Transitioning to electric vehicles (EVs) will require a cumulative capital investment of US$ 266 billion (INR 19.7 lakh crore) across EVs, charging infrastructure, and batteries over this decade in India, according to a report by government thinktank NITI Aayog and Rocky Mountain Institute (RMI)
Taking a weighted average of future sales, the report said EVs could account for 70% of vehicle sales across passenger and freight segments in 2030. The analysis is based on the forecasted cost competitiveness and expert interviews.
The report arrived at the EV transition cost by considering the cumulative cost of vehicles, EV equipment supply hardware, and batteries (including replacements) between 2020 and 2030 for this EV adoption scenario.
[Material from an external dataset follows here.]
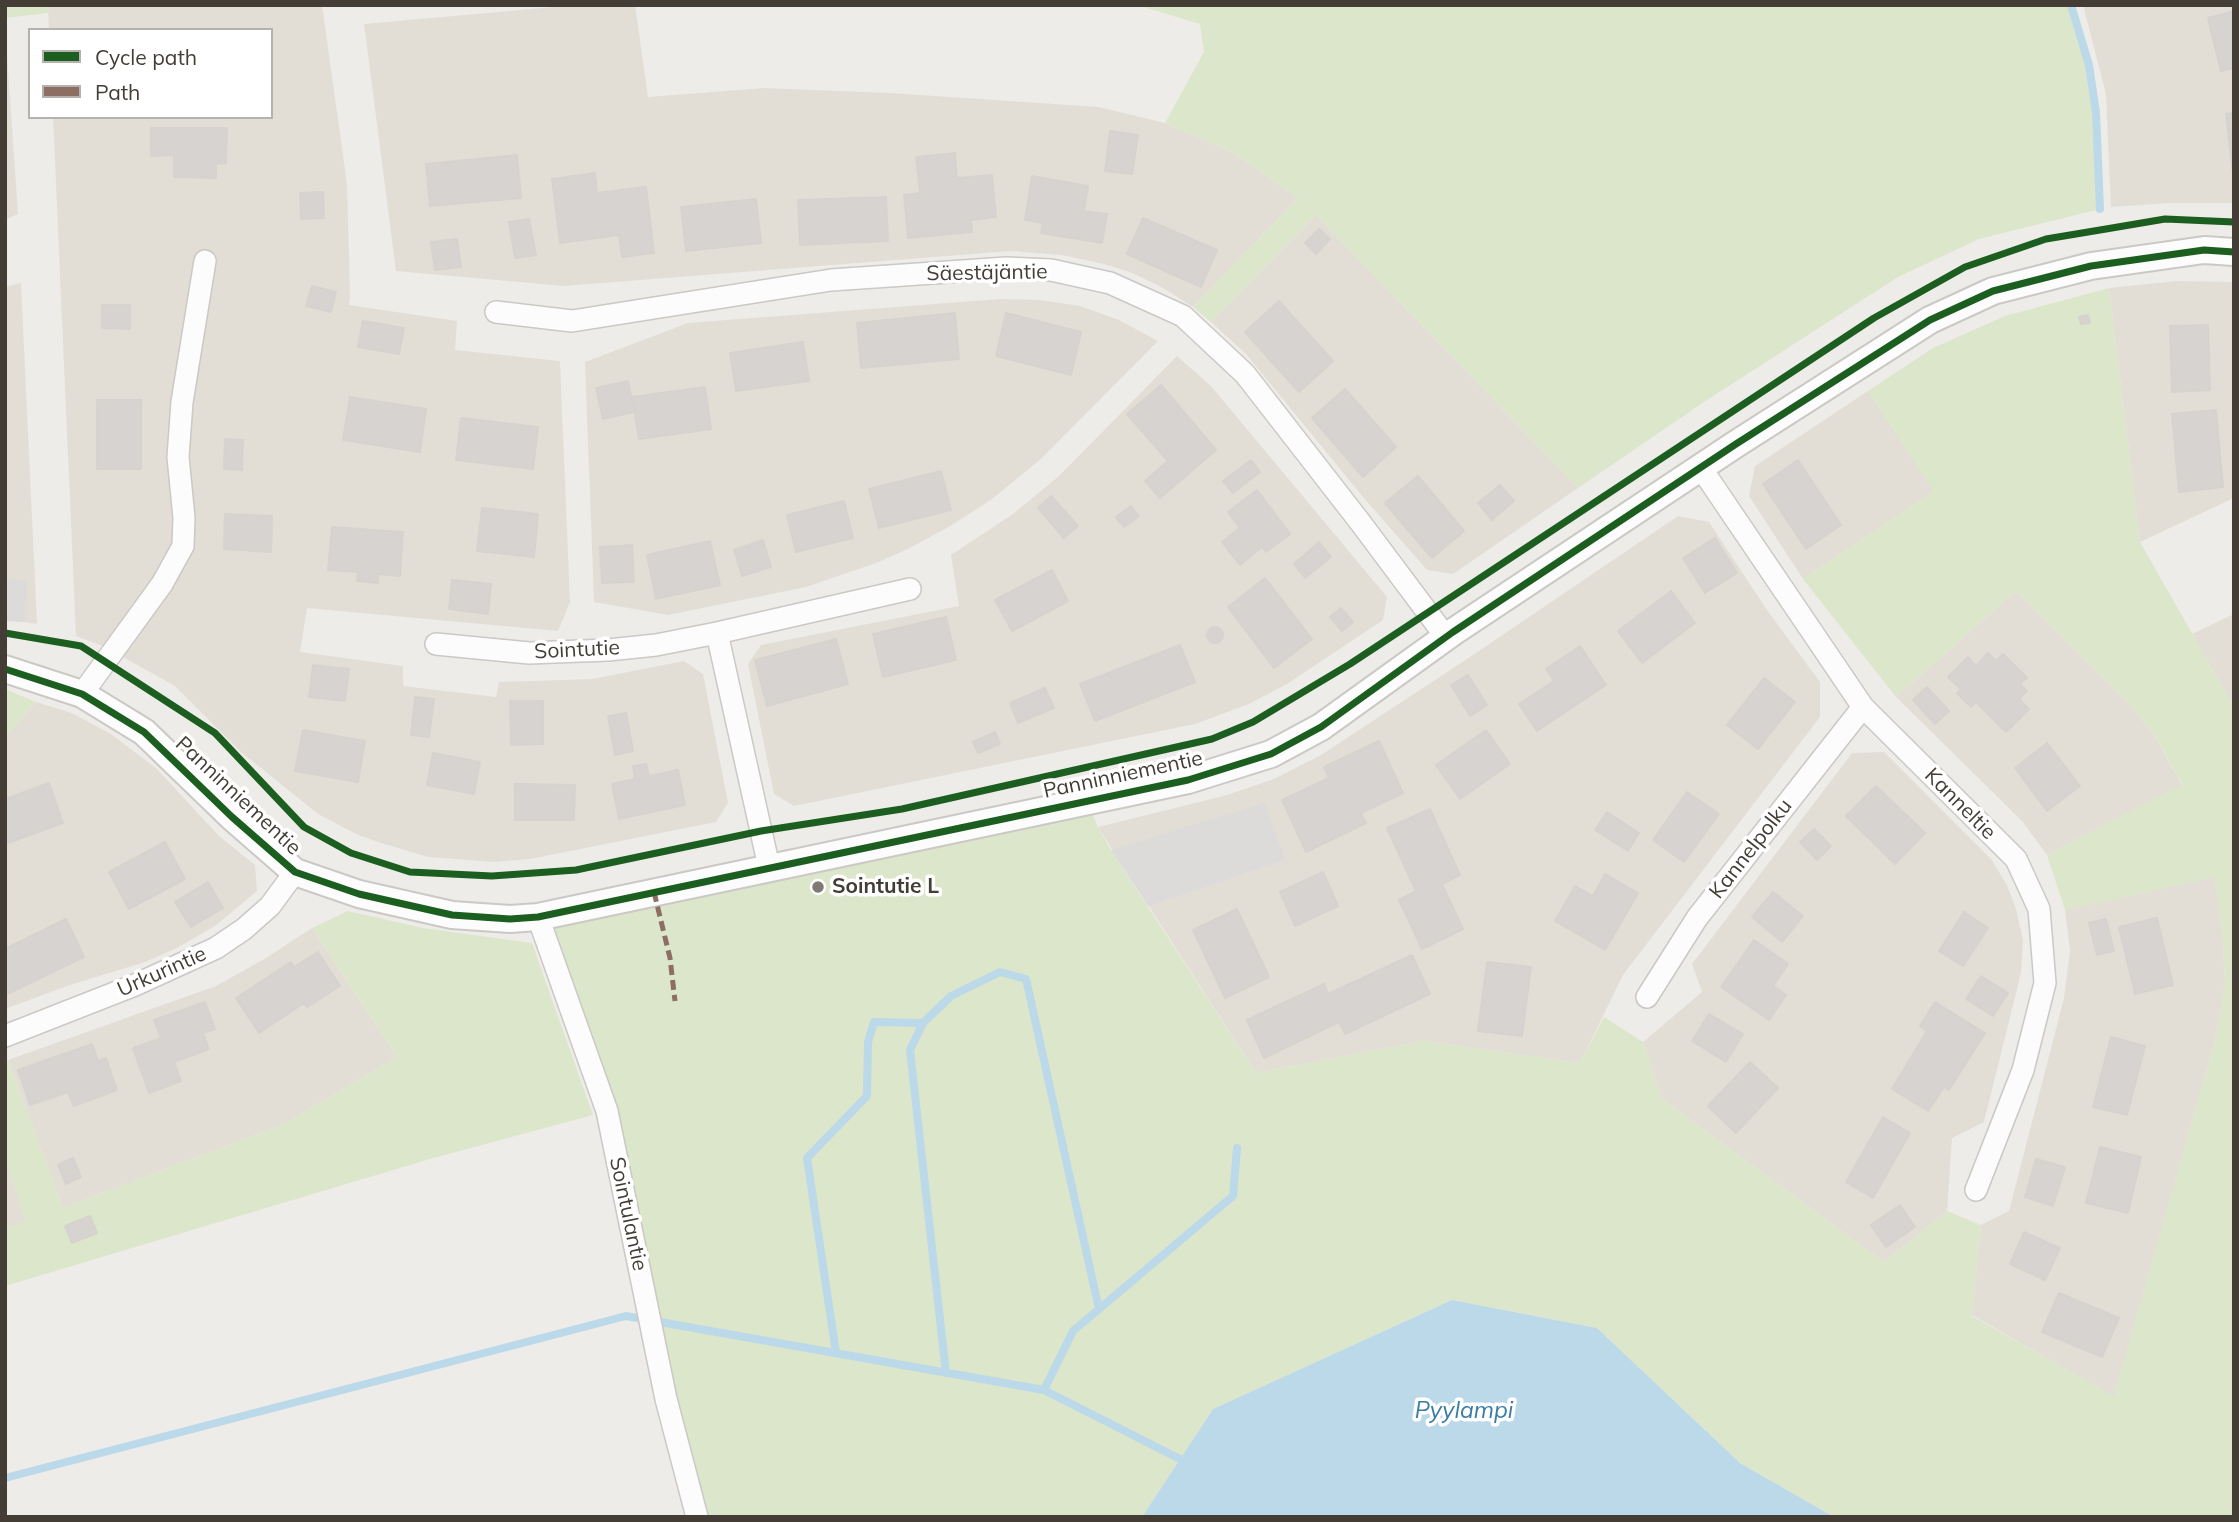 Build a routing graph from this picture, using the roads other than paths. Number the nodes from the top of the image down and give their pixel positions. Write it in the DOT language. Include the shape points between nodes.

The report also identifies a $50-billion (INR 3.7-lakh crore) market for EV financing in 2030—about 80% of the current size of India’s retail vehicle finance industry, estimated to be worth about Rs 4.5 lakh crore (US$ 60 billion).
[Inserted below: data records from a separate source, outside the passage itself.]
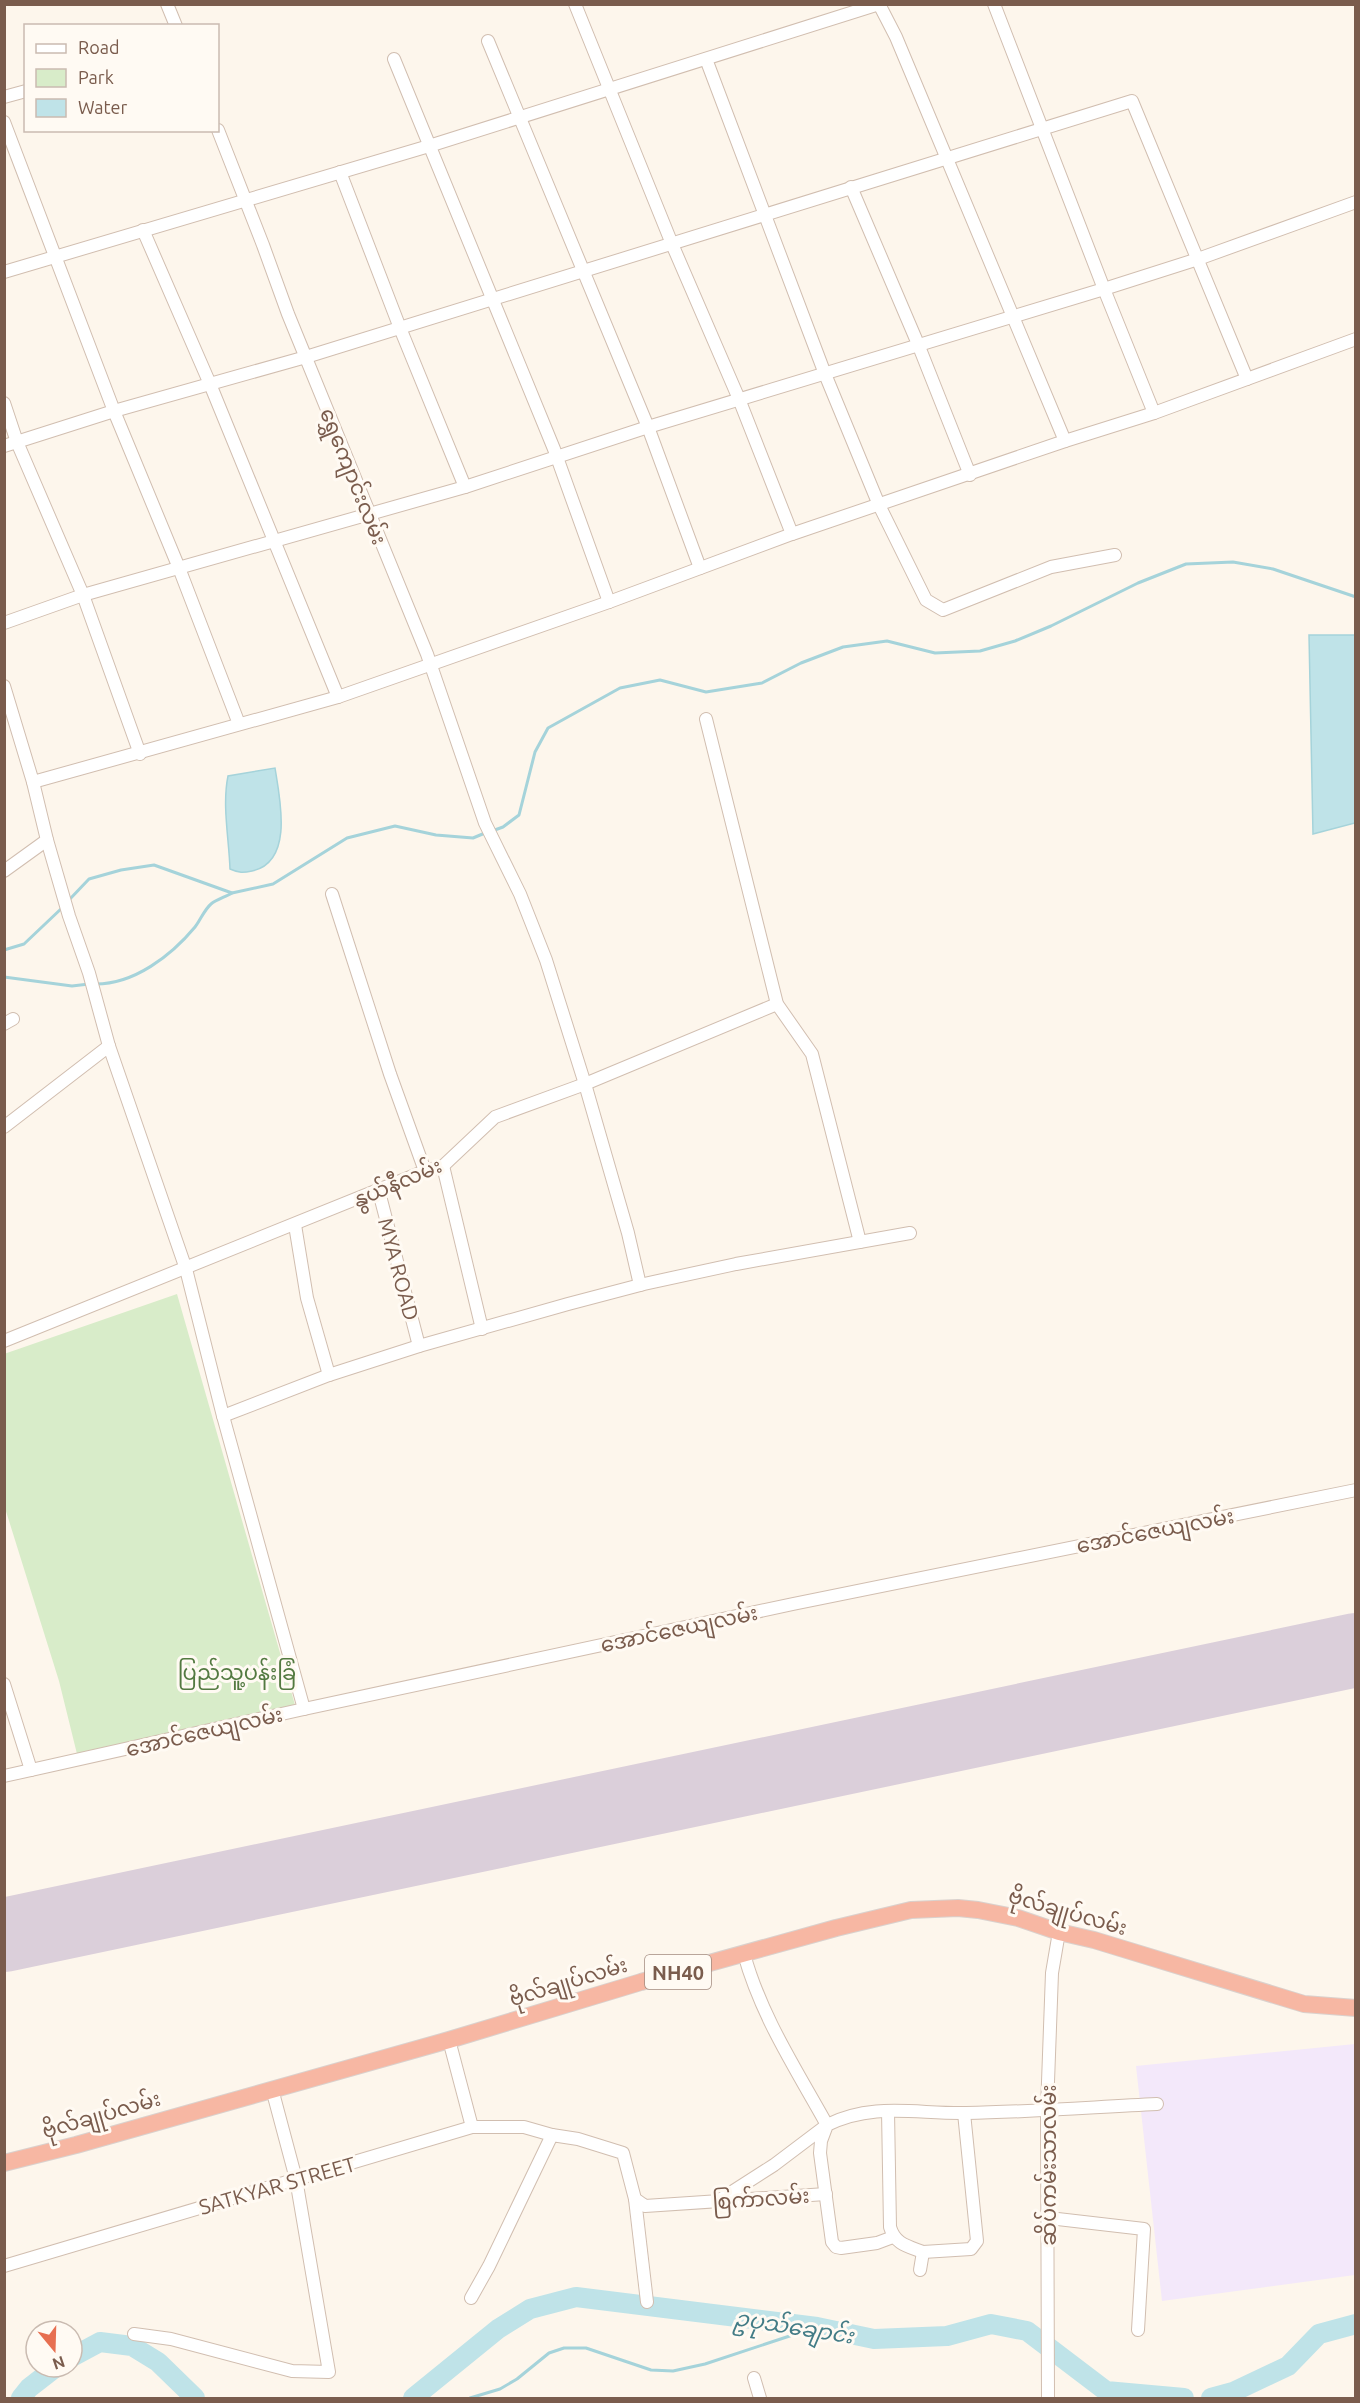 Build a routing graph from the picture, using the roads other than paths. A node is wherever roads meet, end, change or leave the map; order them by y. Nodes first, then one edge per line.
1 (167, 4) edge
2 (575, 4) edge
3 (994, 4) edge
4 (879, 5) edge
5 (175, 24) edge
6 (488, 41) dead end
7 (394, 59) dead end
8 (706, 59) junction
9 (610, 89) junction
10 (24, 92) edge
11 (4, 97) edge
12 (519, 117) junction
13 (4, 122) edge
14 (1044, 129) junction
15 (219, 132) edge
16 (429, 146) junction
17 (946, 160) junction
18 (340, 172) junction
19 (851, 187) junction
20 (245, 199) junction
21 (1356, 202) edge
22 (766, 215) junction
23 (143, 230) junction
24 (672, 244) junction
25 (55, 257) junction
26 (1198, 259) junction
27 (581, 270) junction
28 (4, 272) edge
29 (1104, 289) junction
30 (493, 299) junction
31 (1012, 315) junction
32 (400, 328) junction
33 (1356, 339) edge
34 (918, 344) junction
35 (306, 357) junction
36 (825, 374) junction
37 (1246, 379) junction
38 (210, 384) junction
39 (739, 399) junction
40 (4, 403) edge
41 (114, 411) junction
42 (1154, 413) junction
43 (648, 427) junction
44 (1065, 441) junction
45 (18, 442) junction
46 (4, 446) edge
47 (556, 458) junction
48 (970, 475) junction
49 (465, 487) junction
50 (879, 505) junction
51 (370, 515) junction
52 (792, 534) junction
53 (275, 541) junction
54 (1115, 555) dead end
55 (179, 568) junction
56 (700, 568) junction
57 (83, 596) junction
58 (609, 602) junction
59 (4, 623) edge
60 (431, 664) junction
61 (4, 686) edge
62 (338, 697) junction
63 (706, 719) dead end
64 (239, 724) junction
65 (140, 754) junction
66 (33, 782) junction
67 (47, 840) junction
68 (4, 871) edge
69 (332, 894) dead end
70 (777, 1004) junction
71 (109, 1046) junction
72 (585, 1084) junction
73 (4, 1127) edge
74 (443, 1166) junction
75 (425, 1171) junction
76 (379, 1192) junction
77 (295, 1225) junction
78 (910, 1233) dead end
79 (861, 1242) junction
80 (186, 1269) junction
81 (640, 1285) junction
82 (482, 1329) junction
83 (4, 1341) edge
84 (419, 1346) junction
85 (329, 1375) junction
86 (223, 1416) junction
87 (1356, 1490) edge
88 (4, 1684) edge
89 (304, 1708) junction
90 (31, 1770) junction
91 (4, 1776) edge
92 (1059, 1932) junction
93 (744, 1954) junction
94 (1356, 2008) edge
95 (449, 2040) junction
96 (272, 2089) junction
97 (1158, 2104) dead end
98 (1047, 2109) junction
99 (888, 2111) junction
100 (964, 2113) junction
101 (827, 2125) junction
102 (472, 2127) junction
103 (552, 2135) junction
104 (4, 2163) edge
105 (296, 2180) junction
106 (826, 2194) junction
107 (634, 2199) junction
108 (719, 2200) junction
109 (1049, 2218) junction
110 (893, 2237) junction
111 (923, 2252) junction
112 (4, 2266) edge
113 (920, 2270) dead end
114 (471, 2298) dead end
115 (647, 2302) dead end
116 (1138, 2330) dead end
117 (134, 2334) dead end
118 (754, 2378) dead end
119 (1048, 2392) edge
120 (760, 2398) edge

1 - 5 street
2 - 9 street
3 - 14 street
4 - 8 street
4 - 17 street
6 - 12 street
7 - 16 street
8 - 9 street
8 - 22 street
9 - 12 street
9 - 24 street
10 - 11 street
12 - 16 street
12 - 27 street
13 - 25 street
14 - 17 street
14 - 26 street
14 - 29 street
15 - 20 street, ရွှေကျောင်းလမ်း
16 - 18 street
16 - 30 street
17 - 19 street
17 - 31 street
18 - 20 street
18 - 32 street
19 - 22 street
19 - 34 street
20 - 23 street
20 - 35 street, ရွှေကျောင်းလမ်း
21 - 26 street
22 - 24 street
22 - 36 street
23 - 25 street
23 - 38 street
24 - 27 street
24 - 39 street
25 - 28 street
25 - 41 street
26 - 29 street
26 - 37 street
27 - 30 street
27 - 43 street
29 - 31 street
29 - 42 street
30 - 32 street
30 - 47 street
31 - 34 street
31 - 44 street
32 - 35 street
32 - 49 street
33 - 37 street
34 - 36 street
34 - 48 street
35 - 38 street
35 - 51 street, ရွှေကျောင်းလမ်း
36 - 39 street
36 - 50 street
37 - 42 street
38 - 41 street
38 - 53 street
39 - 43 street
39 - 52 street
40 - 45 street
41 - 45 street
41 - 55 street
42 - 44 street
43 - 47 street
43 - 56 street
44 - 48 street
45 - 46 street
45 - 57 street
47 - 49 street
47 - 58 street
48 - 50 street
49 - 51 street
50 - 52 street
50 - 54 street
51 - 53 street
51 - 60 street, ရွှေကျောင်းလမ်း
52 - 56 street
53 - 55 street
53 - 62 street
55 - 57 street
55 - 64 street
56 - 58 street
57 - 59 street
57 - 65 street
58 - 60 street
60 - 62 street
60 - 72 street, ရွှေကျောင်းလမ်း
61 - 66 street
62 - 64 street
63 - 70 street
64 - 65 street
65 - 66 street
66 - 67 street
67 - 68 street
67 - 71 street
69 - 75 street
70 - 72 street, နွယ်နီလမ်း
70 - 79 street
71 - 73 street
71 - 80 street
72 - 74 street, နွယ်နီလမ်း
72 - 81 street, ရွှေကျောင်းလမ်း
74 - 75 street, နွယ်နီလမ်း
74 - 82 street
75 - 76 street, နွယ်နီလမ်း
76 - 77 street, နွယ်နီလမ်း
76 - 84 street, MYA ROAD
77 - 80 street, နွယ်နီလမ်း
77 - 85 street
78 - 79 street
79 - 81 street
80 - 83 street, နွယ်နီလမ်း
80 - 86 street
81 - 82 street
82 - 84 street
84 - 85 street
85 - 86 street
86 - 89 street
87 - 89 street, အောင်ဇေယျလမ်း
88 - 90 street
89 - 90 street, အောင်ဇေယျလမ်း
90 - 91 street, အောင်ဇေယျလမ်း
92 - 93 highway, ဗိုလ်ချုပ်လမ်း / NH40
92 - 94 highway, ဗိုလ်ချုပ်လမ်း / NH40
92 - 98 street, ဆိပ်ကမ်းသာလမ်း
93 - 95 highway, ဗိုလ်ချုပ်လမ်း / NH40
93 - 101 street
95 - 96 highway, ဗိုလ်ချုပ်လမ်း / NH40
95 - 102 street
96 - 104 highway, ဗိုလ်ချုပ်လမ်း / NH40
96 - 105 street
97 - 98 street
98 - 100 street
98 - 109 street, ဆိပ်ကမ်းသာလမ်း
99 - 100 street
99 - 101 street
99 - 110 street
100 - 111 street
101 - 106 street, စြက်ာလမ်း
101 - 108 street
102 - 103 street, SATKYAR STREET
102 - 105 street, SATKYAR STREET
103 - 107 street
103 - 114 street
105 - 112 street, SATKYAR STREET
105 - 117 street
106 - 108 street, စြက်ာလမ်း
106 - 110 street
107 - 108 street, စြက်ာလမ်း
107 - 115 street
109 - 116 street
109 - 119 street, ဆိပ်ကမ်းသာလမ်း
110 - 111 street
111 - 113 street
118 - 120 street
“The need of the hour is to mobilize capital and finance towards EV assets and infrastructure,” said Amitabh Kant, CEO, NITI Aayog. “As we work to accelerate domestic EV adoption and push for globally competitive manufacturing of EVs and components such as advance cell chemistry batteries, we need banks and other financiers to step up to lower the cost and increase the flow of capital for EVs.”
The report states that India’s EV ecosystem has so far focused on overcoming hurdles to adoption associated with technology cost, infrastructure availability, and consumer behaviour.
It identifies financing as the next critical barrier to accelerate India’s electric mobility transition. End users currently face several challenges such as high interest rates, high insurance rates, and low loan-to-value ratios, it adds.
To address these challenges, the report proposes ten solutions that financial institutions such as banks and non-banking financial companies, as well as the industry and the government, can adopt in catalyzing the required capital.
“Re-engineering vehicle finance and mobilizing public and private capital will be critical to accelerating the deployment of the 50 million EVs that could be plying on India’s roads by 2030,” said Clay Stranger, Senior Principal, Rocky Mountain Institute.
“The solutions [presented in the report] represent high-leverage areas for interventions in finance, and we believe that many are relevant beyond India.”
The report proposes financial instruments such as priority sector lending and interest rate subvention. It also highlights the need for creating better partnerships between original equipment manufacturers (OEMs) and financial institutions by providing product guarantees and warranties. Furthermore, a developed and formal secondary market can improve the resale value of EVs and improve their bankability.
Recommendations beyond finance include digital lending, business model innovation, fleet and aggregator electrification targets, and the creation of an open data repository for EVs.